**Try it**. Give a verbatim copy of the data, leaving the pictures out.

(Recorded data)
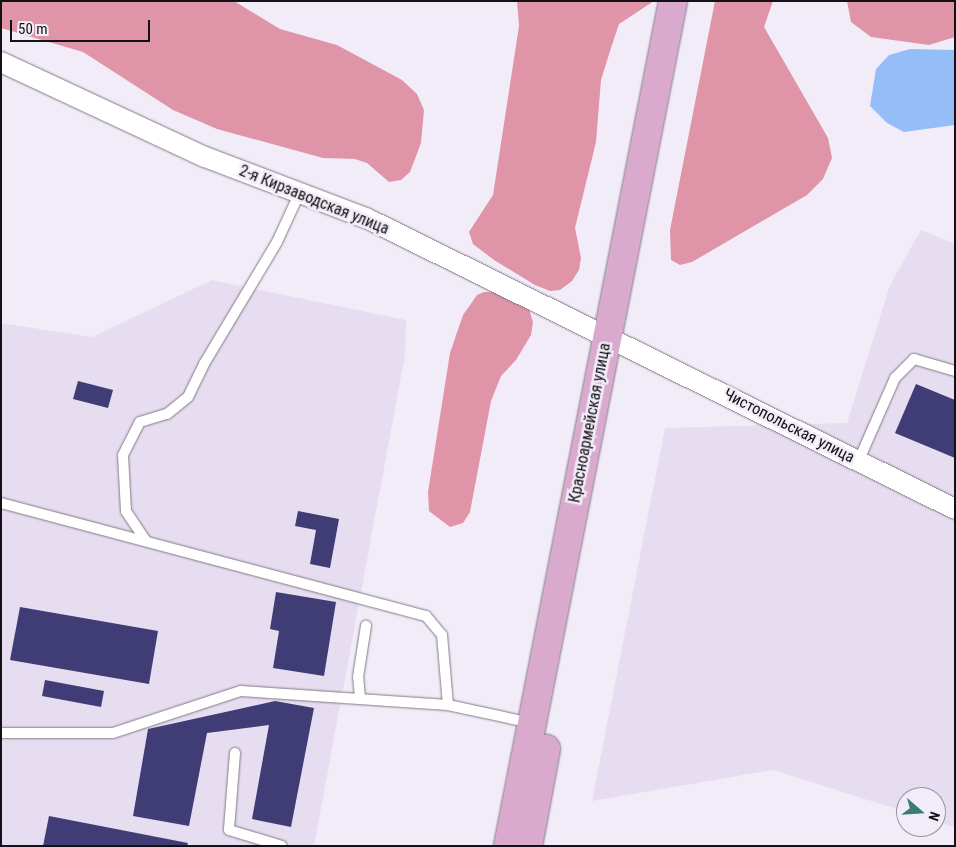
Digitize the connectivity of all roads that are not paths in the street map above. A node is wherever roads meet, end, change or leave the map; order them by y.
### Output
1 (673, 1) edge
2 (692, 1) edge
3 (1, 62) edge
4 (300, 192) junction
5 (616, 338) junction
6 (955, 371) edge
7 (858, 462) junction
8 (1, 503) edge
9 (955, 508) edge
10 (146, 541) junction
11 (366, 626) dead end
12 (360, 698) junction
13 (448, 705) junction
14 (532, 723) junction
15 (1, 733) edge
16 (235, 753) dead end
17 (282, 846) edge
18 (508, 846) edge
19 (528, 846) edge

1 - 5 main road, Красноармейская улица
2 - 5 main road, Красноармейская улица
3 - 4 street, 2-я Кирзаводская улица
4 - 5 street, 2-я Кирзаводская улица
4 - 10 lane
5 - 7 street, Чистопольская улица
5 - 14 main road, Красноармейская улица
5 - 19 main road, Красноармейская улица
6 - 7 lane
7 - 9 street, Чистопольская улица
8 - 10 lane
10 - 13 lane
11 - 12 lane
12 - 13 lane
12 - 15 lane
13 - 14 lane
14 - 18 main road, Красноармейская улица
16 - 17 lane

**Your response**.
Digitize the connectivity of all roads that are not paths in the street map above. A node is wherever roads meet, end, change or leave the map; order them by y.
### Output
1 (673, 1) edge
2 (692, 1) edge
3 (1, 62) edge
4 (300, 192) junction
5 (616, 338) junction
6 (955, 371) edge
7 (858, 462) junction
8 (1, 503) edge
9 (955, 508) edge
10 (146, 541) junction
11 (366, 626) dead end
12 (360, 698) junction
13 (448, 705) junction
14 (532, 723) junction
15 (1, 733) edge
16 (235, 753) dead end
17 (282, 846) edge
18 (508, 846) edge
19 (528, 846) edge

1 - 5 main road, Красноармейская улица
2 - 5 main road, Красноармейская улица
3 - 4 street, 2-я Кирзаводская улица
4 - 5 street, 2-я Кирзаводская улица
4 - 10 lane
5 - 7 street, Чистопольская улица
5 - 14 main road, Красноармейская улица
5 - 19 main road, Красноармейская улица
6 - 7 lane
7 - 9 street, Чистопольская улица
8 - 10 lane
10 - 13 lane
11 - 12 lane
12 - 13 lane
12 - 15 lane
13 - 14 lane
14 - 18 main road, Красноармейская улица
16 - 17 lane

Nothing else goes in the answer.